Before I tell more this story, I will say this. I was in the military as a foot soldier, honorable, my father in the military, honorable, even my grandfather serviced in the military, honorability. Neither my sisters husband or any know relative of his family ever serviced in the military. Who's the patriot here?
The oldest nephew then walks over to his uncle, whom just let him enjoy a hotrod car with his girlfriend unsupervised. Whom just broke his spinal column, 3 months early, and obviously can not walk very well. He then in full swing hits me in the jaw. When I hit the ground, he then kicks me braking a few ribs. How could this happen? What is wrong with my sister and her family?
I leave in my truck. I go to a vacant cemetery about 5 kilometers away. I pray earnestly to the Lord, for understand. The Lord tells me to go to the police, as I question Him. No my own nephew?
At 7am I file a report.
I could not live at my mother home anymore. I then stay just a month with my Aunt. Driving 112 kilometers, still taking my son to day care while I worked each day. I used the money I had gotten during my work absents to buy a house, on time (Down payment and closing cost).

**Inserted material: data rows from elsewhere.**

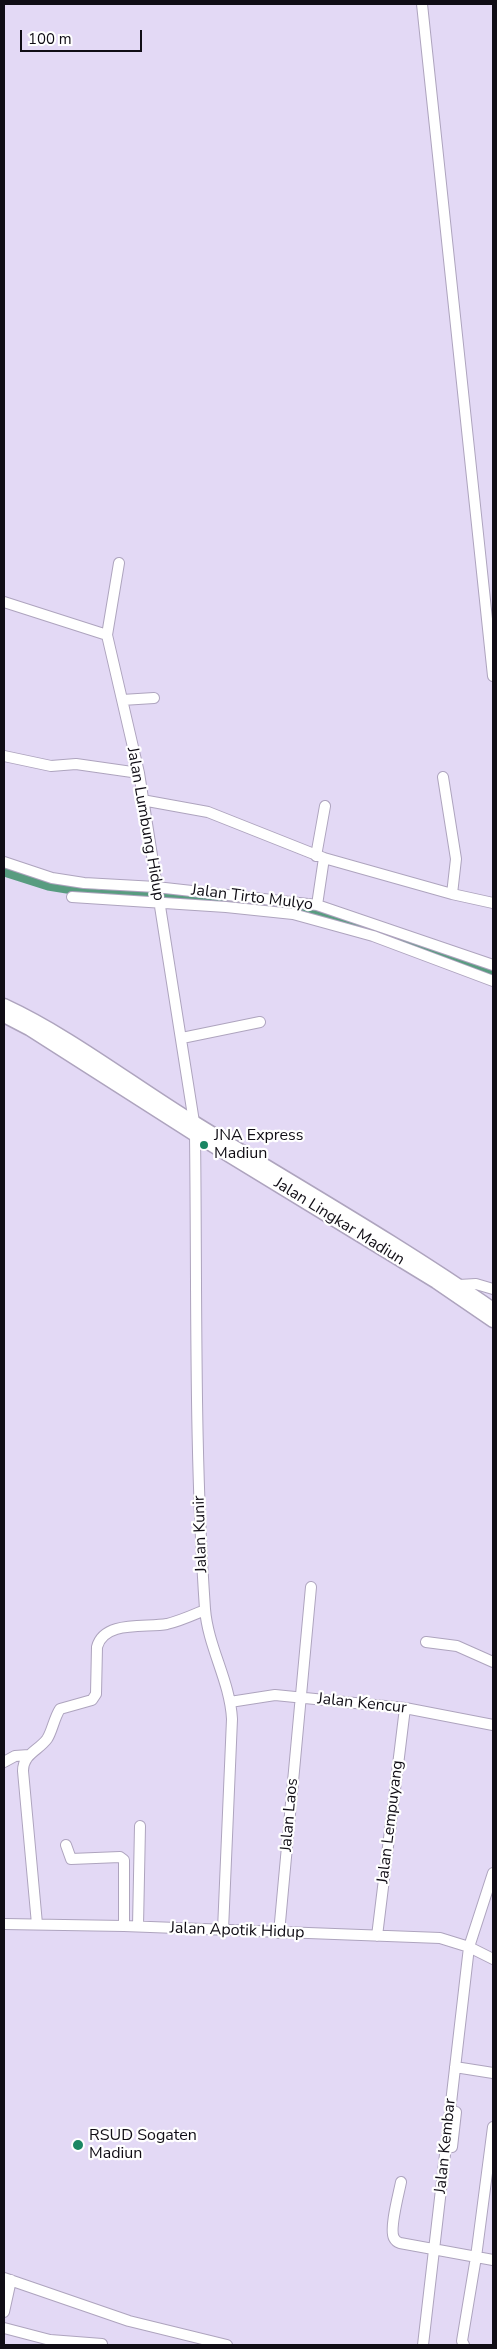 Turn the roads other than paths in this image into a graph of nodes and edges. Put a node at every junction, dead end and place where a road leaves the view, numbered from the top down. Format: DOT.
graph roads {
  1 [pos="422,4"];
  2 [pos="119,563"];
  3 [pos="4,602"];
  4 [pos="108,635"];
  5 [pos="493,676"];
  6 [pos="154,698"];
  7 [pos="122,700"];
  8 [pos="4,756"];
  9 [pos="139,773"];
  10 [pos="443,776"];
  11 [pos="142,800"];
  12 [pos="325,806"];
  13 [pos="320,857"];
  14 [pos="4,862"];
  15 [pos="156,888"];
  16 [pos="452,894"];
  17 [pos="72,897"];
  18 [pos="159,903"];
  19 [pos="493,903"];
  20 [pos="317,904"];
  21 [pos="493,965"];
  22 [pos="493,981"];
  23 [pos="4,1004"];
  24 [pos="5,1018"];
  25 [pos="260,1022"];
  26 [pos="182,1038"];
  27 [pos="195,1128"];
  28 [pos="456,1289"];
  29 [pos="493,1289"];
  30 [pos="493,1309"];
  31 [pos="493,1321"];
  32 [pos="311,1587"];
  33 [pos="205,1610"];
  34 [pos="426,1642"];
  35 [pos="493,1662"];
  36 [pos="301,1698"];
  37 [pos="230,1702"];
  38 [pos="405,1708"];
  39 [pos="493,1725"];
  40 [pos="28,1755"];
  41 [pos="4,1762"];
  42 [pos="140,1826"];
  43 [pos="66,1845"];
  44 [pos="493,1873"];
  45 [pos="4,1924"];
  46 [pos="37,1924"];
  47 [pos="124,1926"];
  48 [pos="138,1926"];
  49 [pos="223,1930"];
  50 [pos="279,1933"];
  51 [pos="377,1936"];
  52 [pos="472,1948"];
  53 [pos="493,1959"];
  54 [pos="458,2067"];
  55 [pos="493,2073"];
  56 [pos="493,2126"];
  57 [pos="401,2182"];
  58 [pos="437,2250"];
  59 [pos="476,2257"];
  60 [pos="493,2260"];
  61 [pos="7,2279"];
  62 [pos="4,2312"];
  63 [pos="4,2328"];
  64 [pos="102,2344"];
  65 [pos="227,2345"];
  66 [pos="423,2345"];
  67 [pos="429,2345"];
  68 [pos="464,2345"];
  1 -- 5 [label="street"];
  2 -- 4 [label="street"];
  3 -- 4 [label="street"];
  4 -- 7 [label="street, Jalan Lumbung Hidup"];
  6 -- 7 [label="street"];
  7 -- 9 [label="street, Jalan Lumbung Hidup"];
  8 -- 9 [label="street"];
  9 -- 11 [label="street, Jalan Lumbung Hidup"];
  10 -- 16 [label="street"];
  11 -- 13 [label="street"];
  11 -- 15 [label="street, Jalan Lumbung Hidup"];
  12 -- 13 [label="street"];
  13 -- 16 [label="street"];
  13 -- 20 [label="street"];
  14 -- 15 [label="street, Jalan Tirto Mulyo"];
  15 -- 18 [label="street, Jalan Lumbung Hidup"];
  15 -- 20 [label="street, Jalan Tirto Mulyo"];
  16 -- 19 [label="street"];
  17 -- 18 [label="street"];
  18 -- 22 [label="street"];
  18 -- 26 [label="street, Jalan Lumbung Hidup"];
  20 -- 21 [label="street, Jalan Tirto Mulyo"];
  23 -- 27 [label="main road, Jalan Lingkar Madiun"];
  24 -- 27 [label="main road, Jalan Lingkar Madiun"];
  25 -- 26 [label="street"];
  26 -- 27 [label="street, Jalan Lumbung Hidup"];
  27 -- 28 [label="main road, Jalan Lingkar Madiun"];
  27 -- 33 [label="street, Jalan Kunir"];
  28 -- 29 [label="street"];
  28 -- 30 [label="main road, Jalan Lingkar Madiun"];
  28 -- 31 [label="main road, Jalan Lingkar Madiun"];
  32 -- 36 [label="street, Jalan Laos"];
  33 -- 37 [label="street, Jalan Kunir"];
  33 -- 40 [label="street"];
  34 -- 35 [label="street"];
  36 -- 37 [label="street, Jalan Kencur"];
  36 -- 38 [label="street, Jalan Kencur"];
  36 -- 50 [label="street, Jalan Laos"];
  37 -- 49 [label="street, Jalan Kunir"];
  38 -- 39 [label="street, Jalan Kencur"];
  38 -- 51 [label="street, Jalan Lempuyang"];
  40 -- 41 [label="street"];
  40 -- 46 [label="street"];
  42 -- 48 [label="street"];
  43 -- 47 [label="street"];
  44 -- 52 [label="street, Jalan Kembar"];
  45 -- 46 [label="street, Jalan Apotik Hidup"];
  46 -- 47 [label="street, Jalan Apotik Hidup"];
  47 -- 48 [label="street, Jalan Apotik Hidup"];
  48 -- 49 [label="street, Jalan Apotik Hidup"];
  49 -- 50 [label="street, Jalan Apotik Hidup"];
  50 -- 51 [label="street, Jalan Apotik Hidup"];
  51 -- 52 [label="street, Jalan Apotik Hidup"];
  52 -- 53 [label="street, Jalan Apotik Hidup"];
  52 -- 54 [label="street, Jalan Kembar"];
  54 -- 55 [label="street"];
  54 -- 58 [label="street, Jalan Kembar"];
  56 -- 59 [label="street"];
  57 -- 58 [label="street"];
  58 -- 59 [label="street"];
  58 -- 66 [label="street, Jalan Kembar"];
  58 -- 67 [label="street, Jalan Kembar"];
  59 -- 60 [label="street"];
  59 -- 68 [label="street"];
  61 -- 62 [label="street"];
  61 -- 65 [label="street"];
  63 -- 64 [label="street"];
}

The attack of September 11, 2001 had hurt the US economy greatly. A corporation, had bought the company I worked for, only 2 years early. This corporation had already spent a lot of money remapping the company structure. Now with the great stock market losses TXU decides to sell. It begins over the course of 45 days, or so, laying off, most of the personal. When an employee is 'Laid Off' it is done so because of the company lack of money to pay the personal, not because of a persons’ actions.
Black Friday, they called 50 or more employees to one conference room. The announcement was "You all no longer have a job, but you have 14 days to gather all your personal affects from the building".
As I was leaving the conference room I was approached by the security director, my supervisor, and a body guard. They told me I have to leave now. I could not touch the computer, and all my belongings were inspected before I put them in a box. That box, I would carry out the door.